## EXERCISE DIRECTIONS
Could you copy each line of the entries that contains "McLearen"?

## DATA FOR REVIEW
=== Begin Enclosure ===

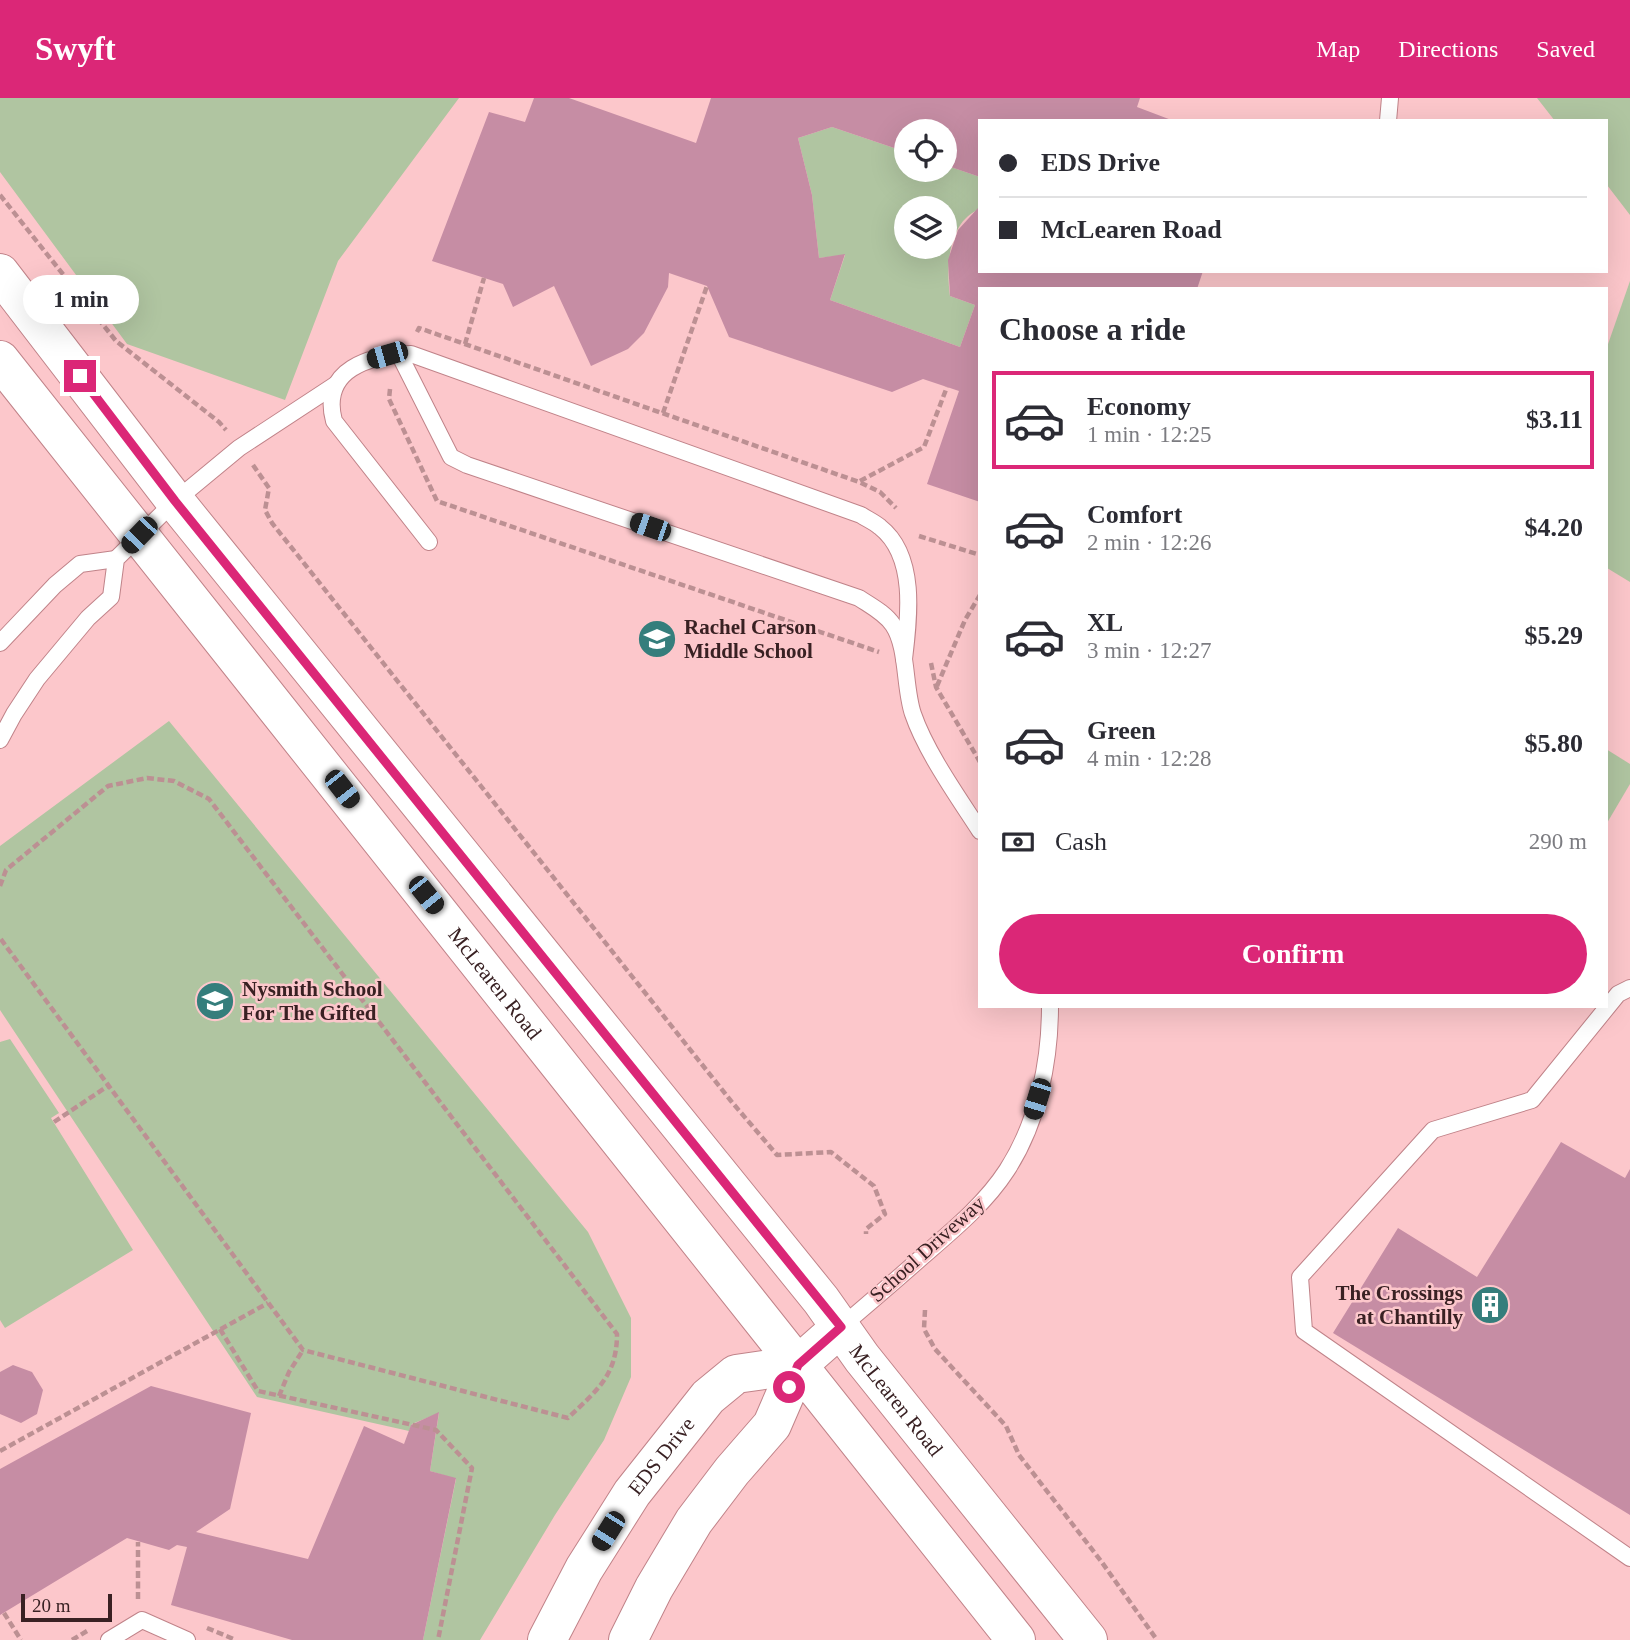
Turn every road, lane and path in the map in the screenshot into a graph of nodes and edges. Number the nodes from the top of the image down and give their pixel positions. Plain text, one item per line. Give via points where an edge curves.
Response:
1 (1390, 98) edge
2 (1388, 119) edge
3 (0, 195) edge
4 (0, 273) edge
5 (484, 278) dead end
6 (707, 286) dead end
7 (465, 344) junction
8 (399, 355) junction
9 (0, 360) edge
10 (335, 385) junction
11 (947, 387) dead end
12 (663, 413) junction
13 (226, 431) dead end
14 (252, 463) dead end
15 (859, 482) junction
16 (175, 501) junction
17 (900, 513) dead end
18 (914, 527) dead end
19 (919, 536) junction
20 (429, 542) dead end
21 (925, 546) dead end
22 (128, 547) junction
23 (978, 554) edge
24 (978, 598) edge
25 (0, 643) edge
26 (904, 659) junction
27 (936, 687) junction
28 (0, 740) edge
29 (978, 759) edge
30 (978, 828) edge
31 (0, 886) edge
32 (0, 938) edge
33 (1630, 988) edge
34 (1608, 1007) edge
35 (1050, 1008) edge
36 (1607, 1008) edge
37 (108, 1086) junction
38 (54, 1122) dead end
39 (866, 1234) dead end
40 (268, 1303) junction
41 (925, 1310) dead end
42 (841, 1327) junction
43 (220, 1329) junction
44 (303, 1350) junction
45 (798, 1365) junction
46 (279, 1396) junction
47 (0, 1451) edge
48 (138, 1542) dead end
49 (1630, 1558) edge
50 (138, 1600) dead end
51 (4, 1613) dead end
52 (21, 1640) edge
53 (109, 1640) edge
54 (187, 1640) edge
55 (438, 1640) edge
56 (547, 1640) edge
57 (628, 1640) edge
58 (1016, 1640) edge
59 (1088, 1640) edge
60 (1157, 1640) edge

1 - 2 lane
3 - 13 path via 116,341
4 - 16 main road, McLearen Road
5 - 7 path
6 - 12 path
7 - 8 path via 419,328
7 - 12 path
8 - 10 lane via 357,365
8 - 26 lane via 452,457 859,598 894,626
8 - 26 path via 389,400 437,501
8 - 26 lane via 411,354 861,515 882,528 899,552 909,597
9 - 22 main road, McLearen Road
10 - 16 lane via 239,448
10 - 20 lane via 330,397 334,421
11 - 15 path via 924,447
12 - 15 path
14 - 39 path via 270,488 265,510 272,523 777,1154 831,1152 874,1186 885,1214
15 - 17 path via 880,492
16 - 22 lane
16 - 42 main road, McLearen Road
18 - 19 path
19 - 21 path
19 - 23 path
22 - 25 lane via 80,564
22 - 28 lane via 111,597 37,679
22 - 45 main road, McLearen Road
24 - 27 path
26 - 27 path via 930,651
26 - 30 lane via 913,715
27 - 29 path
31 - 44 path via 6,870 108,786 147,778 174,781 209,799 617,1334 614,1363 606,1382 568,1418
32 - 37 path
33 - 34 lane
35 - 42 lane, School Driveway via 1048,1049 1037,1099 1007,1170 953,1230
36 - 49 lane via 1532,1100 1433,1130 1300,1277 1304,1331
37 - 38 path
37 - 40 path
40 - 43 path
40 - 44 path
41 - 60 path via 924,1329 934,1349 1006,1426 1019,1455
42 - 45 main road
42 - 59 main road, McLearen Road
43 - 46 path via 258,1391
43 - 47 path
44 - 46 path
45 - 56 main road, EDS Drive via 736,1374 696,1409 632,1493 584,1569
45 - 57 main road via 772,1425 694,1521
45 - 58 main road, McLearen Road
46 - 55 path via 436,1430 472,1468
48 - 50 path
51 - 52 path
53 - 54 lane via 142,1620

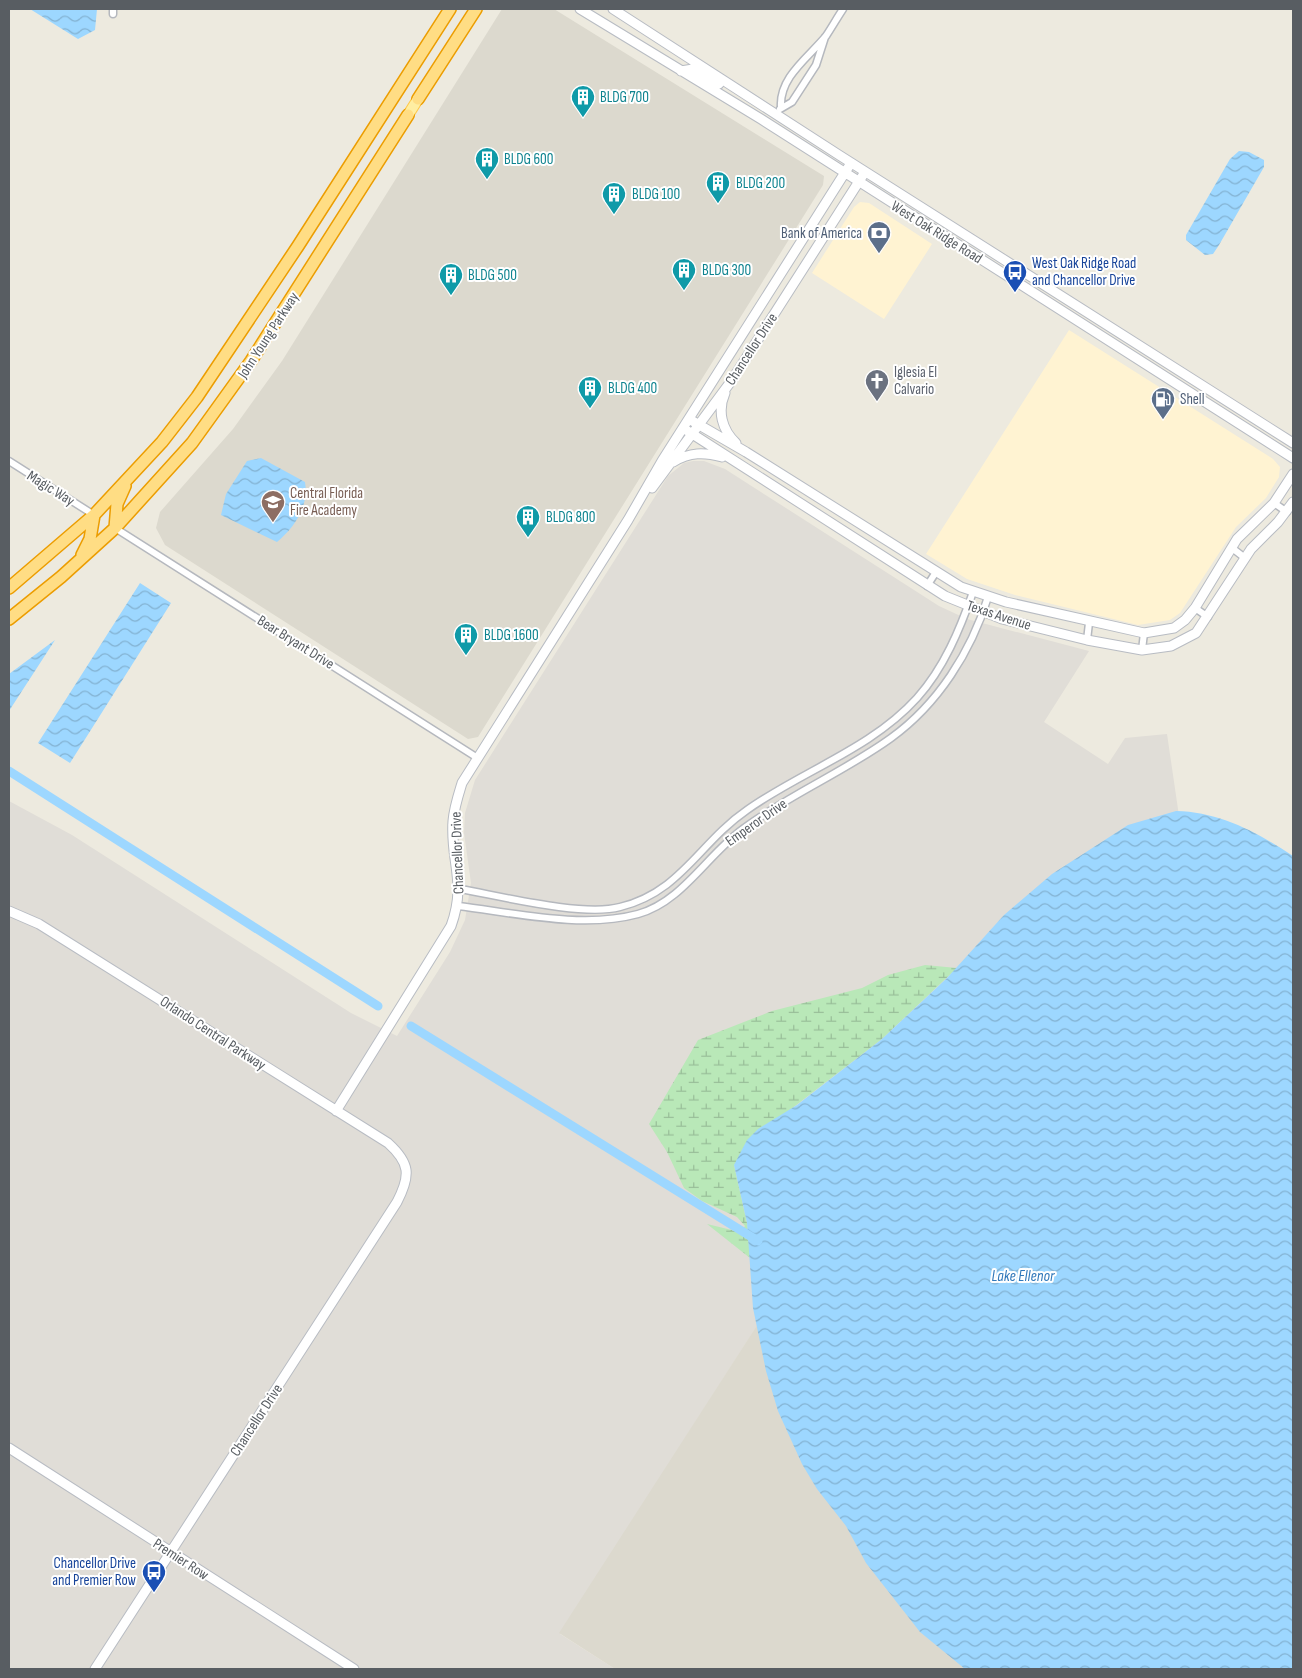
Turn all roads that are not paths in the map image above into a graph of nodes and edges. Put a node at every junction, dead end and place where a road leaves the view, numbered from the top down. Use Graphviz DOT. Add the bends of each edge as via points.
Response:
graph roads {
  1 [pos="450,9"];
  2 [pos="476,9"];
  3 [pos="580,9"];
  4 [pos="613,9"];
  5 [pos="843,9"];
  6 [pos="826,36"];
  7 [pos="681,71"];
  8 [pos="418,99"];
  9 [pos="779,111"];
  10 [pos="408,115"];
  11 [pos="851,163"];
  12 [pos="865,172"];
  13 [pos="844,173"];
  14 [pos="858,182"];
  15 [pos="1093,331"];
  16 [pos="1123,334"];
  17 [pos="732,380"];
  18 [pos="689,419"];
  19 [pos="699,425"];
  20 [pos="683,428"];
  21 [pos="692,434"];
  22 [pos="1293,443"];
  23 [pos="746,452"];
  24 [pos="1293,458"];
  25 [pos="9,460"];
  26 [pos="732,460"];
  27 [pos="668,466"];
  28 [pos="1293,474"];
  29 [pos="127,480"];
  30 [pos="1293,502"];
  31 [pos="1274,503"];
  32 [pos="1287,512"];
  33 [pos="94,515"];
  34 [pos="628,520"];
  35 [pos="115,528"];
  36 [pos="1232,548"];
  37 [pos="1245,558"];
  38 [pos="78,563"];
  39 [pos="936,572"];
  40 [pos="927,586"];
  41 [pos="9,588"];
  42 [pos="973,592"];
  43 [pos="988,597"];
  44 [pos="968,606"];
  45 [pos="1195,608"];
  46 [pos="983,612"];
  47 [pos="1208,617"];
  48 [pos="9,619"];
  49 [pos="1090,623"];
  50 [pos="1144,634"];
  51 [pos="1087,640"];
  52 [pos="1142,650"];
  53 [pos="476,757"];
  54 [pos="460,889"];
  55 [pos="458,906"];
  56 [pos="9,911"];
  57 [pos="336,1111"];
  58 [pos="406,1168"];
  59 [pos="9,1448"];
  60 [pos="171,1552"];
  61 [pos="96,1669"];
  62 [pos="354,1669"];
  1 -- 29 [label="highway, John Young Parkway" via="213,375"];
  2 -- 8 [label="highway, John Young Parkway"];
  3 -- 7 [label="street, West Oak Ridge Road"];
  4 -- 9 [label="street, West Oak Ridge Road"];
  5 -- 6 [label="street"];
  6 -- 9 [label="street" via="816,65 792,102"];
  6 -- 9 [label="street" via="804,58 780,94"];
  7 -- 9 [label="street" via="693,69 754,106"];
  7 -- 13 [label="street, West Oak Ridge Road"];
  8 -- 10 [label="main road, John Young Parkway"];
  9 -- 11 [label="street, West Oak Ridge Road"];
  10 -- 35 [label="highway, John Young Parkway" via="231,392 168,472"];
  11 -- 12 [label="street, West Oak Ridge Road"];
  11 -- 13 [label="street, Chancellor Drive"];
  12 -- 14 [label="street, Chancellor Drive"];
  12 -- 16 [label="street, West Oak Ridge Road"];
  13 -- 14 [label="street, West Oak Ridge Road"];
  13 -- 18 [label="street, Chancellor Drive"];
  14 -- 15 [label="street, West Oak Ridge Road"];
  14 -- 17 [label="street, Chancellor Drive"];
  15 -- 16 [label="street" via="1101,329 1116,338"];
  15 -- 24 [label="street, West Oak Ridge Road"];
  16 -- 22 [label="street, West Oak Ridge Road"];
  17 -- 19 [label="street, Chancellor Drive"];
  17 -- 23 [label="street" via="722,401 723,426"];
  18 -- 19 [label="street, Texas Avenue"];
  18 -- 20 [label="street, Chancellor Drive"];
  19 -- 21 [label="street, Chancellor Drive"];
  19 -- 23 [label="street, Texas Avenue"];
  20 -- 21 [label="street, Texas Avenue"];
  20 -- 34 [label="street, Chancellor Drive"];
  21 -- 26 [label="street, Texas Avenue"];
  21 -- 27 [label="street, Chancellor Drive"];
  23 -- 39 [label="street, Texas Avenue"];
  25 -- 33 [label="street, Magic Way"];
  26 -- 27 [label="street" via="698,452 683,456"];
  26 -- 40 [label="street, Texas Avenue"];
  27 -- 34 [label="street, Chancellor Drive"];
  28 -- 31 [label="street, Texas Avenue"];
  29 -- 33 [label="highway, John Young Parkway"];
  29 -- 35 [label="highway" via="117,504"];
  30 -- 32 [label="street, Texas Avenue"];
  31 -- 32 [label="street"];
  31 -- 36 [label="street, Texas Avenue" via="1251,523"];
  32 -- 37 [label="street, Texas Avenue"];
  33 -- 38 [label="highway" via="90,539"];
  33 -- 41 [label="highway, John Young Parkway"];
  34 -- 53 [label="street, Chancellor Drive"];
  35 -- 38 [label="highway, John Young Parkway"];
  35 -- 53 [label="street, Bear Bryant Drive"];
  36 -- 37 [label="street"];
  36 -- 45 [label="street, Texas Avenue"];
  37 -- 47 [label="street, Texas Avenue"];
  38 -- 48 [label="highway, John Young Parkway"];
  39 -- 40 [label="street"];
  39 -- 42 [label="street, Texas Avenue"];
  40 -- 44 [label="street, Texas Avenue"];
  42 -- 43 [label="street, Texas Avenue"];
  42 -- 44 [label="street, Emperor Drive"];
  43 -- 46 [label="street, Emperor Drive"];
  43 -- 49 [label="street, Texas Avenue"];
  44 -- 46 [label="street, Texas Avenue"];
  44 -- 54 [label="street, Emperor Drive" via="936,673 901,714 747,810 662,891 619,908 593,910"];
  45 -- 47 [label="street"];
  45 -- 50 [label="street, Texas Avenue" via="1174,628"];
  46 -- 51 [label="street, Texas Avenue"];
  46 -- 55 [label="street, Emperor Drive" via="952,674 919,714 892,738 742,829 660,905 620,919 596,921"];
  47 -- 52 [label="street, Texas Avenue" via="1186,640 1166,648"];
  49 -- 50 [label="street, Texas Avenue"];
  49 -- 51 [label="street"];
  50 -- 52 [label="street"];
  51 -- 52 [label="street, Texas Avenue"];
  53 -- 54 [label="street, Chancellor Drive" via="462,783 453,822"];
  54 -- 55 [label="street, Chancellor Drive"];
  55 -- 57 [label="street, Chancellor Drive" via="440,947"];
  56 -- 57 [label="street, Orlando Central Parkway" via="39,924"];
  57 -- 58 [label="street, Orlando Central Parkway" via="388,1143 401,1155"];
  58 -- 60 [label="street, Chancellor Drive" via="406,1184 398,1202"];
  59 -- 60 [label="street, Premier Row"];
  60 -- 61 [label="street, Chancellor Drive"];
  60 -- 62 [label="street, Premier Row"];
}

=== End Enclosure ===

## WRITTEN SOLUTION
4 - 16 main road, McLearen Road
9 - 22 main road, McLearen Road
16 - 42 main road, McLearen Road
22 - 45 main road, McLearen Road
42 - 59 main road, McLearen Road
45 - 58 main road, McLearen Road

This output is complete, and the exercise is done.